Problem
Set down all of the entries below exactly, and omit the pictures.

Data to process
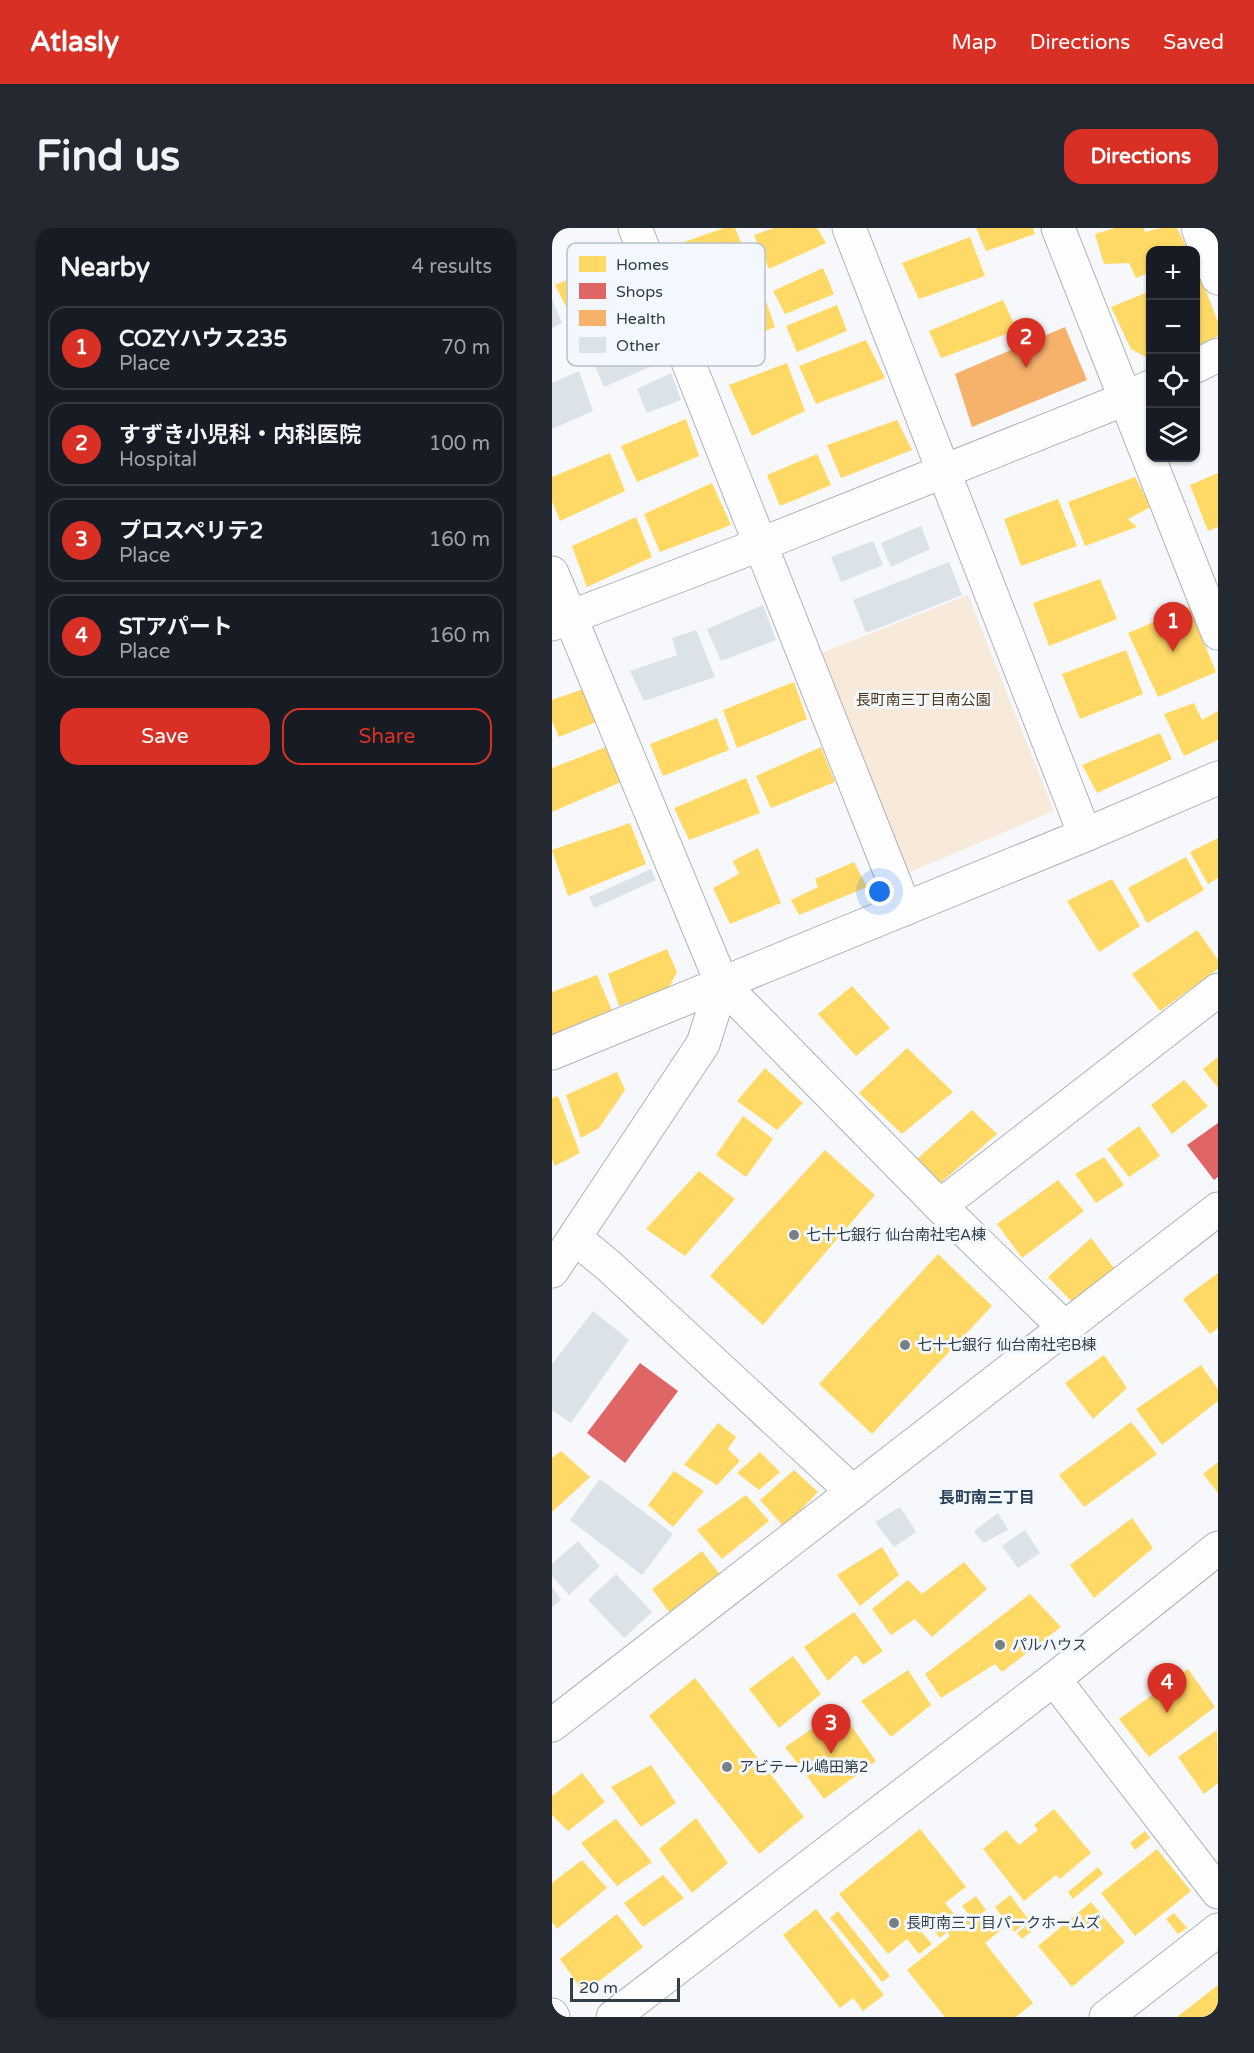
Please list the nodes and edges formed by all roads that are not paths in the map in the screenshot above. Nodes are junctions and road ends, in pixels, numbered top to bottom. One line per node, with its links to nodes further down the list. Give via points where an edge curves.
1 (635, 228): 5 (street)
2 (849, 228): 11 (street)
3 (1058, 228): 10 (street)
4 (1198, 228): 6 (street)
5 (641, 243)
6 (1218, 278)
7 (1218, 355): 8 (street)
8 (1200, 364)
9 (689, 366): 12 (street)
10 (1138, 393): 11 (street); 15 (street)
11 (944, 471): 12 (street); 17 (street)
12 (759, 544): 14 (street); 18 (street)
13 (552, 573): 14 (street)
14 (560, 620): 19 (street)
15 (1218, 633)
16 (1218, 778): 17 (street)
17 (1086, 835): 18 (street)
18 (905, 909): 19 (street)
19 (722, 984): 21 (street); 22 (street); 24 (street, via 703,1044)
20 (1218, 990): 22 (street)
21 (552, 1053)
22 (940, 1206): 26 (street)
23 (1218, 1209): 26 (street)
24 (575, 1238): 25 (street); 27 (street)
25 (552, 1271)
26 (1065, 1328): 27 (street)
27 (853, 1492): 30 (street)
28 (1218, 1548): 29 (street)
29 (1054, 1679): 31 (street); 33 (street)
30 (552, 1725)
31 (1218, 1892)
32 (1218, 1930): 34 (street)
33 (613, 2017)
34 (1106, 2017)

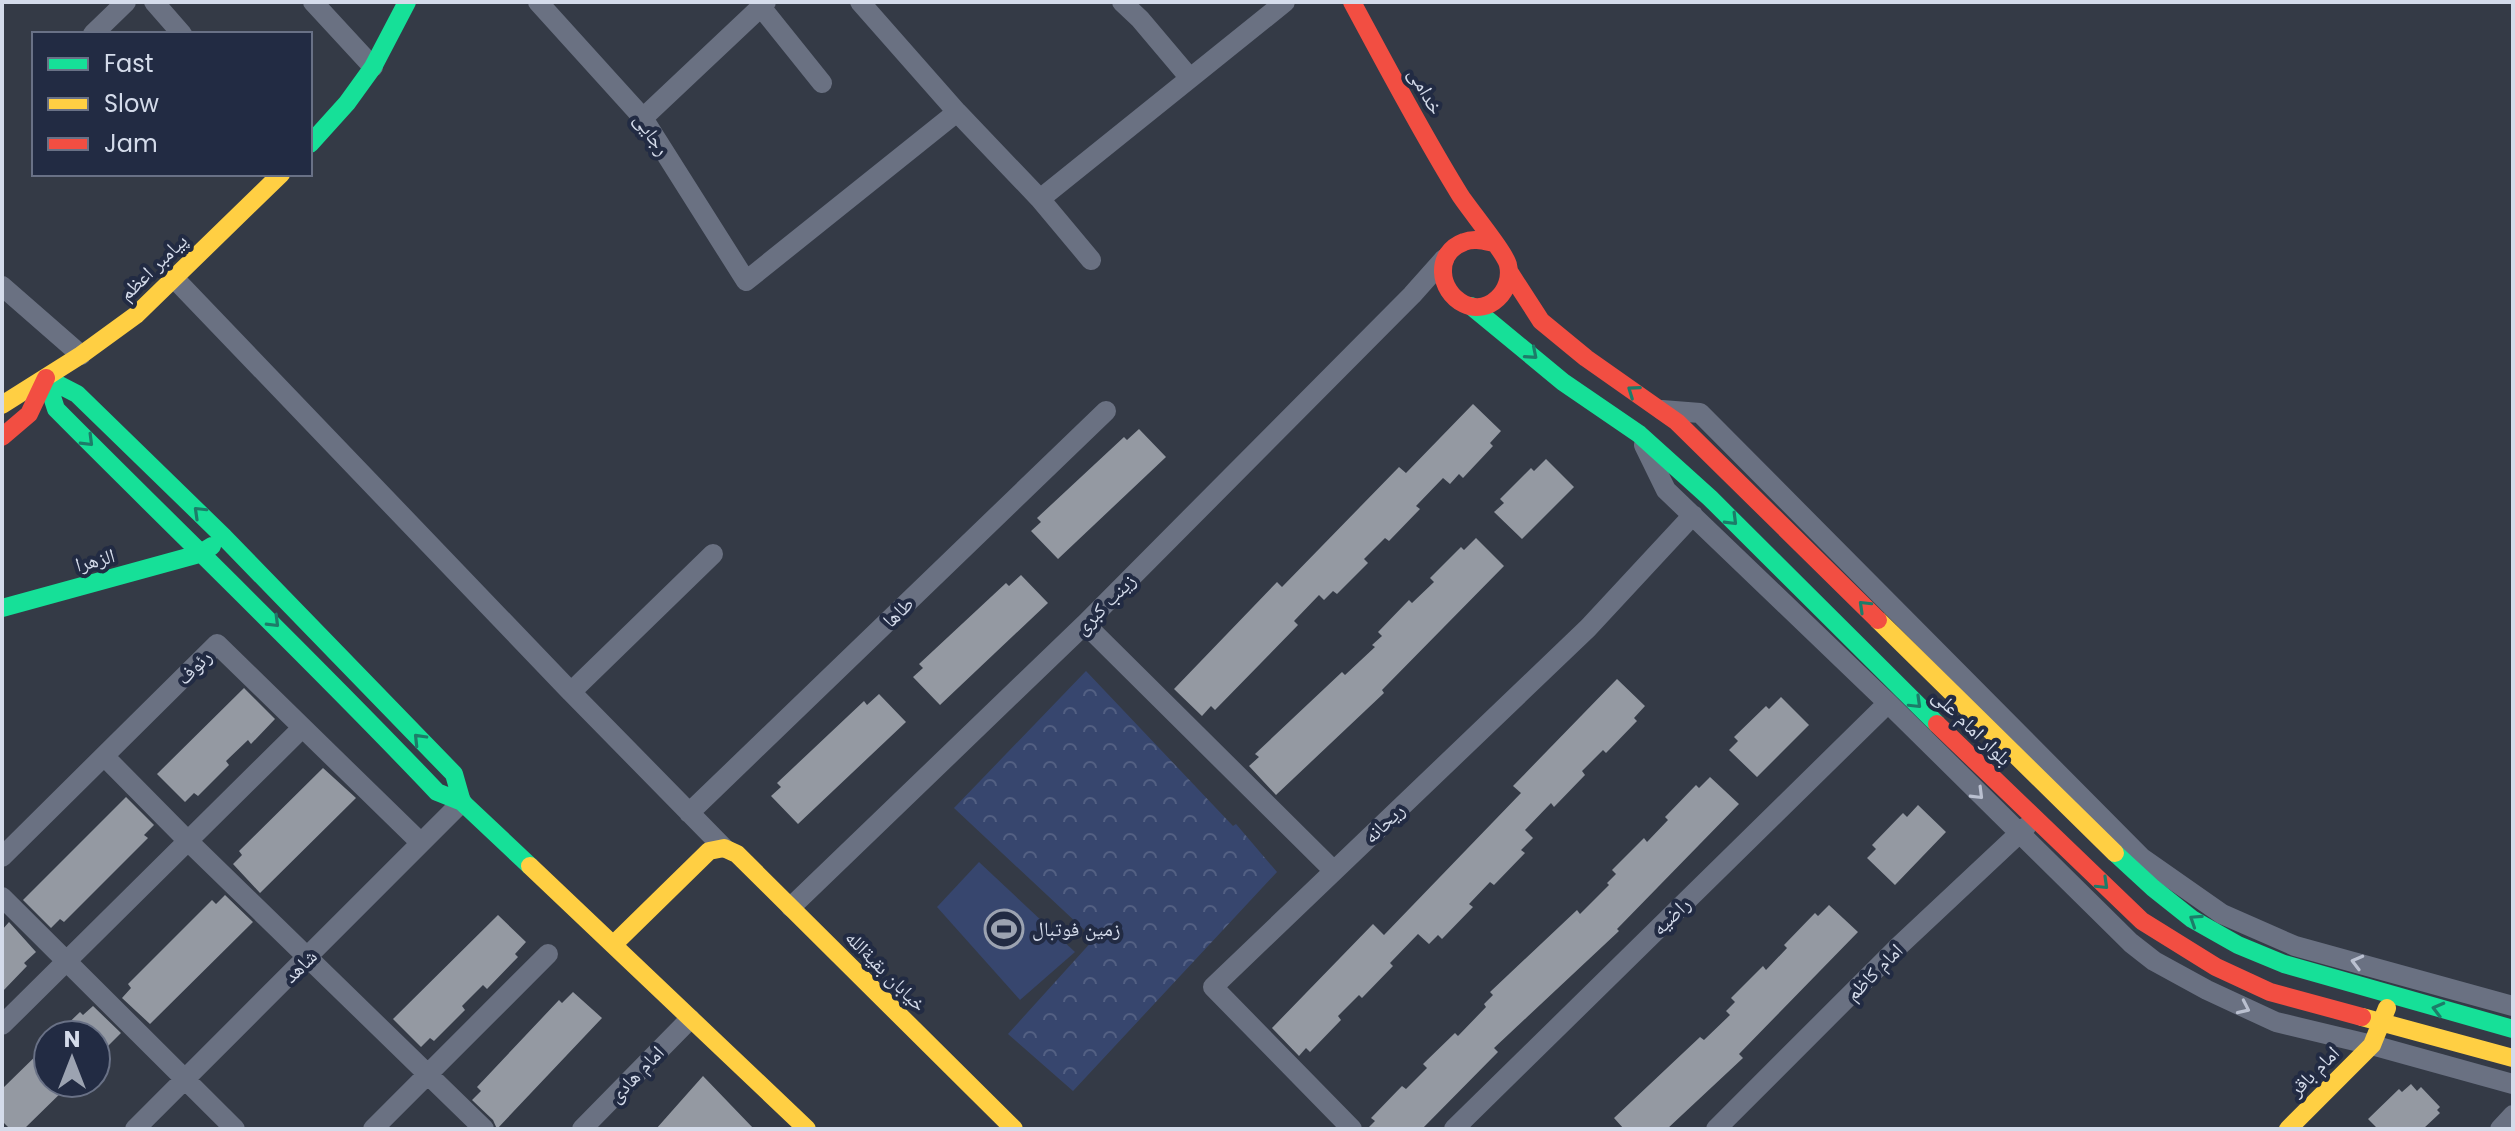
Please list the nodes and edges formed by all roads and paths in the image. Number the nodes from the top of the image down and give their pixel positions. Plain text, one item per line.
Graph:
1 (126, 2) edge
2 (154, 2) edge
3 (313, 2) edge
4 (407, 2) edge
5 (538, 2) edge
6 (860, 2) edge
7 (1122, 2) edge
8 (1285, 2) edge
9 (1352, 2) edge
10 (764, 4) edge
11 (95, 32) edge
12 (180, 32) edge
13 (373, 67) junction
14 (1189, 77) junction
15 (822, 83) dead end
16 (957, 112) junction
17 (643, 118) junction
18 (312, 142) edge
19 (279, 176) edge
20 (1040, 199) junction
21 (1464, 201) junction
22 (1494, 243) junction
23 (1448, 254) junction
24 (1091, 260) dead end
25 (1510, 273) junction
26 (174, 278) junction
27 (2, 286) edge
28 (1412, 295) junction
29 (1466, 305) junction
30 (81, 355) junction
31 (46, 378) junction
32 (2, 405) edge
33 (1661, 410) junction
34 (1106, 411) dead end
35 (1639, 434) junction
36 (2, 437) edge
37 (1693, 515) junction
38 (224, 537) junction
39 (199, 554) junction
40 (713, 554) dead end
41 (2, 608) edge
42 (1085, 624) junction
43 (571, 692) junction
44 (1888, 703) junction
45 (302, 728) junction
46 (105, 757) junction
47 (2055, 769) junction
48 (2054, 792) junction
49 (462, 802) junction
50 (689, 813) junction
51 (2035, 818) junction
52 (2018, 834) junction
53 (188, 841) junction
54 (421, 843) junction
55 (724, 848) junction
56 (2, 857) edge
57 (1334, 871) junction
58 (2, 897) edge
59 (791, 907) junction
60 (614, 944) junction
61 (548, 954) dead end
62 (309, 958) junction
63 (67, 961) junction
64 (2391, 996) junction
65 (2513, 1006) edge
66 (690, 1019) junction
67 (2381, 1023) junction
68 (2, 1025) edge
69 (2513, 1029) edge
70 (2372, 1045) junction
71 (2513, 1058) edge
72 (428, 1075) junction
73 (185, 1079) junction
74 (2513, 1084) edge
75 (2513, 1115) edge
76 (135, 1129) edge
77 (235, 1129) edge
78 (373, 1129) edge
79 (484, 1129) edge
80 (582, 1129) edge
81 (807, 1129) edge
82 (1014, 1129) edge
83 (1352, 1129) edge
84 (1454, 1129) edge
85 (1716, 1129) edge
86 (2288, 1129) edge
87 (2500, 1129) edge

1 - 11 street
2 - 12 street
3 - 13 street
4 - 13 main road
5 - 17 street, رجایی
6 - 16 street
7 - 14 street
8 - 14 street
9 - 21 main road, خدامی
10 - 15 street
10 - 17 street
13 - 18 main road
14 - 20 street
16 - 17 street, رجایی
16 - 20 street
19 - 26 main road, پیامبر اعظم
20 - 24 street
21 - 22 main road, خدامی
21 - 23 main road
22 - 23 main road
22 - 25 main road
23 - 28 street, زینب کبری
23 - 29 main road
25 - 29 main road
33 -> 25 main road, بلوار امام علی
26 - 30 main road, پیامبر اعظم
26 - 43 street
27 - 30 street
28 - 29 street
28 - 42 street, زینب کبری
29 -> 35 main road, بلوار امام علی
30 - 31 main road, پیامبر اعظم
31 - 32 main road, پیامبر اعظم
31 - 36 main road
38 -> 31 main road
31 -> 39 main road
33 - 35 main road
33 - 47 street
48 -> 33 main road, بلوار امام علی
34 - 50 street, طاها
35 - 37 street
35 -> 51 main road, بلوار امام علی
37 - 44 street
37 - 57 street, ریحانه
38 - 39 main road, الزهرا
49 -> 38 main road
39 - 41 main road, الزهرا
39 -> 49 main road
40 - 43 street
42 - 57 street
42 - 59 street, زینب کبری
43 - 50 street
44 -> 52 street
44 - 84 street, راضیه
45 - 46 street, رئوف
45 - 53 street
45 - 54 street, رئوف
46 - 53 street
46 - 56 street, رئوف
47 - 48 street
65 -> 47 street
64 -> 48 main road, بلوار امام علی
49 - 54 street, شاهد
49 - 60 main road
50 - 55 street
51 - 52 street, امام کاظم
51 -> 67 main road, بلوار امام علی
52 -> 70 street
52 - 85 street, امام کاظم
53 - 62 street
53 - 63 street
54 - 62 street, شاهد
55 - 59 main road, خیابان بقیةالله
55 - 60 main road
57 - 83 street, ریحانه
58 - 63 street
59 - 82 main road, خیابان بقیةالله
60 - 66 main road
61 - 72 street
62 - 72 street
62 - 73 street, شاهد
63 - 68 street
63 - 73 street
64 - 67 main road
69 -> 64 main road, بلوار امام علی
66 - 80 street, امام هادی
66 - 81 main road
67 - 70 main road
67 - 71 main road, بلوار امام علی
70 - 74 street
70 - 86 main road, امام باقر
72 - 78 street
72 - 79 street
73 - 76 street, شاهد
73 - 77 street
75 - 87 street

Answer box
Please list the nodes and edges formed by all roads that are not paths in the map in the screenshot above. Nodes are junctions and road ends, in pixels, numbered top to bottom. One line per node, with its links to nodes further down the list. Give via points where an edge curves.
1 (635, 228): 5 (street)
2 (849, 228): 11 (street)
3 (1058, 228): 10 (street)
4 (1198, 228): 6 (street)
5 (641, 243)
6 (1218, 278)
7 (1218, 355): 8 (street)
8 (1200, 364)
9 (689, 366): 12 (street)
10 (1138, 393): 11 (street); 15 (street)
11 (944, 471): 12 (street); 17 (street)
12 (759, 544): 14 (street); 18 (street)
13 (552, 573): 14 (street)
14 (560, 620): 19 (street)
15 (1218, 633)
16 (1218, 778): 17 (street)
17 (1086, 835): 18 (street)
18 (905, 909): 19 (street)
19 (722, 984): 21 (street); 22 (street); 24 (street, via 703,1044)
20 (1218, 990): 22 (street)
21 (552, 1053)
22 (940, 1206): 26 (street)
23 (1218, 1209): 26 (street)
24 (575, 1238): 25 (street); 27 (street)
25 (552, 1271)
26 (1065, 1328): 27 (street)
27 (853, 1492): 30 (street)
28 (1218, 1548): 29 (street)
29 (1054, 1679): 31 (street); 33 (street)
30 (552, 1725)
31 (1218, 1892)
32 (1218, 1930): 34 (street)
33 (613, 2017)
34 (1106, 2017)

Please list the nodes and edges formed by all roads and paths in the image. Number the nodes from the top of the image down and give their pixel positions. Plain text, one item per line.
Graph:
1 (126, 2) edge
2 (154, 2) edge
3 (313, 2) edge
4 (407, 2) edge
5 (538, 2) edge
6 (860, 2) edge
7 (1122, 2) edge
8 (1285, 2) edge
9 (1352, 2) edge
10 (764, 4) edge
11 (95, 32) edge
12 (180, 32) edge
13 (373, 67) junction
14 (1189, 77) junction
15 (822, 83) dead end
16 (957, 112) junction
17 (643, 118) junction
18 (312, 142) edge
19 (279, 176) edge
20 (1040, 199) junction
21 (1464, 201) junction
22 (1494, 243) junction
23 (1448, 254) junction
24 (1091, 260) dead end
25 (1510, 273) junction
26 (174, 278) junction
27 (2, 286) edge
28 (1412, 295) junction
29 (1466, 305) junction
30 (81, 355) junction
31 (46, 378) junction
32 (2, 405) edge
33 (1661, 410) junction
34 (1106, 411) dead end
35 (1639, 434) junction
36 (2, 437) edge
37 (1693, 515) junction
38 (224, 537) junction
39 (199, 554) junction
40 (713, 554) dead end
41 (2, 608) edge
42 (1085, 624) junction
43 (571, 692) junction
44 (1888, 703) junction
45 (302, 728) junction
46 (105, 757) junction
47 (2055, 769) junction
48 (2054, 792) junction
49 (462, 802) junction
50 (689, 813) junction
51 (2035, 818) junction
52 (2018, 834) junction
53 (188, 841) junction
54 (421, 843) junction
55 (724, 848) junction
56 (2, 857) edge
57 (1334, 871) junction
58 (2, 897) edge
59 (791, 907) junction
60 (614, 944) junction
61 (548, 954) dead end
62 (309, 958) junction
63 (67, 961) junction
64 (2391, 996) junction
65 (2513, 1006) edge
66 (690, 1019) junction
67 (2381, 1023) junction
68 (2, 1025) edge
69 (2513, 1029) edge
70 (2372, 1045) junction
71 (2513, 1058) edge
72 (428, 1075) junction
73 (185, 1079) junction
74 (2513, 1084) edge
75 (2513, 1115) edge
76 (135, 1129) edge
77 (235, 1129) edge
78 (373, 1129) edge
79 (484, 1129) edge
80 (582, 1129) edge
81 (807, 1129) edge
82 (1014, 1129) edge
83 (1352, 1129) edge
84 (1454, 1129) edge
85 (1716, 1129) edge
86 (2288, 1129) edge
87 (2500, 1129) edge

1 - 11 street
2 - 12 street
3 - 13 street
4 - 13 main road
5 - 17 street, رجایی
6 - 16 street
7 - 14 street
8 - 14 street
9 - 21 main road, خدامی
10 - 15 street
10 - 17 street
13 - 18 main road
14 - 20 street
16 - 17 street, رجایی
16 - 20 street
19 - 26 main road, پیامبر اعظم
20 - 24 street
21 - 22 main road, خدامی
21 - 23 main road
22 - 23 main road
22 - 25 main road
23 - 28 street, زینب کبری
23 - 29 main road
25 - 29 main road
33 -> 25 main road, بلوار امام علی
26 - 30 main road, پیامبر اعظم
26 - 43 street
27 - 30 street
28 - 29 street
28 - 42 street, زینب کبری
29 -> 35 main road, بلوار امام علی
30 - 31 main road, پیامبر اعظم
31 - 32 main road, پیامبر اعظم
31 - 36 main road
38 -> 31 main road
31 -> 39 main road
33 - 35 main road
33 - 47 street
48 -> 33 main road, بلوار امام علی
34 - 50 street, طاها
35 - 37 street
35 -> 51 main road, بلوار امام علی
37 - 44 street
37 - 57 street, ریحانه
38 - 39 main road, الزهرا
49 -> 38 main road
39 - 41 main road, الزهرا
39 -> 49 main road
40 - 43 street
42 - 57 street
42 - 59 street, زینب کبری
43 - 50 street
44 -> 52 street
44 - 84 street, راضیه
45 - 46 street, رئوف
45 - 53 street
45 - 54 street, رئوف
46 - 53 street
46 - 56 street, رئوف
47 - 48 street
65 -> 47 street
64 -> 48 main road, بلوار امام علی
49 - 54 street, شاهد
49 - 60 main road
50 - 55 street
51 - 52 street, امام کاظم
51 -> 67 main road, بلوار امام علی
52 -> 70 street
52 - 85 street, امام کاظم
53 - 62 street
53 - 63 street
54 - 62 street, شاهد
55 - 59 main road, خیابان بقیةالله
55 - 60 main road
57 - 83 street, ریحانه
58 - 63 street
59 - 82 main road, خیابان بقیةالله
60 - 66 main road
61 - 72 street
62 - 72 street
62 - 73 street, شاهد
63 - 68 street
63 - 73 street
64 - 67 main road
69 -> 64 main road, بلوار امام علی
66 - 80 street, امام هادی
66 - 81 main road
67 - 70 main road
67 - 71 main road, بلوار امام علی
70 - 74 street
70 - 86 main road, امام باقر
72 - 78 street
72 - 79 street
73 - 76 street, شاهد
73 - 77 street
75 - 87 street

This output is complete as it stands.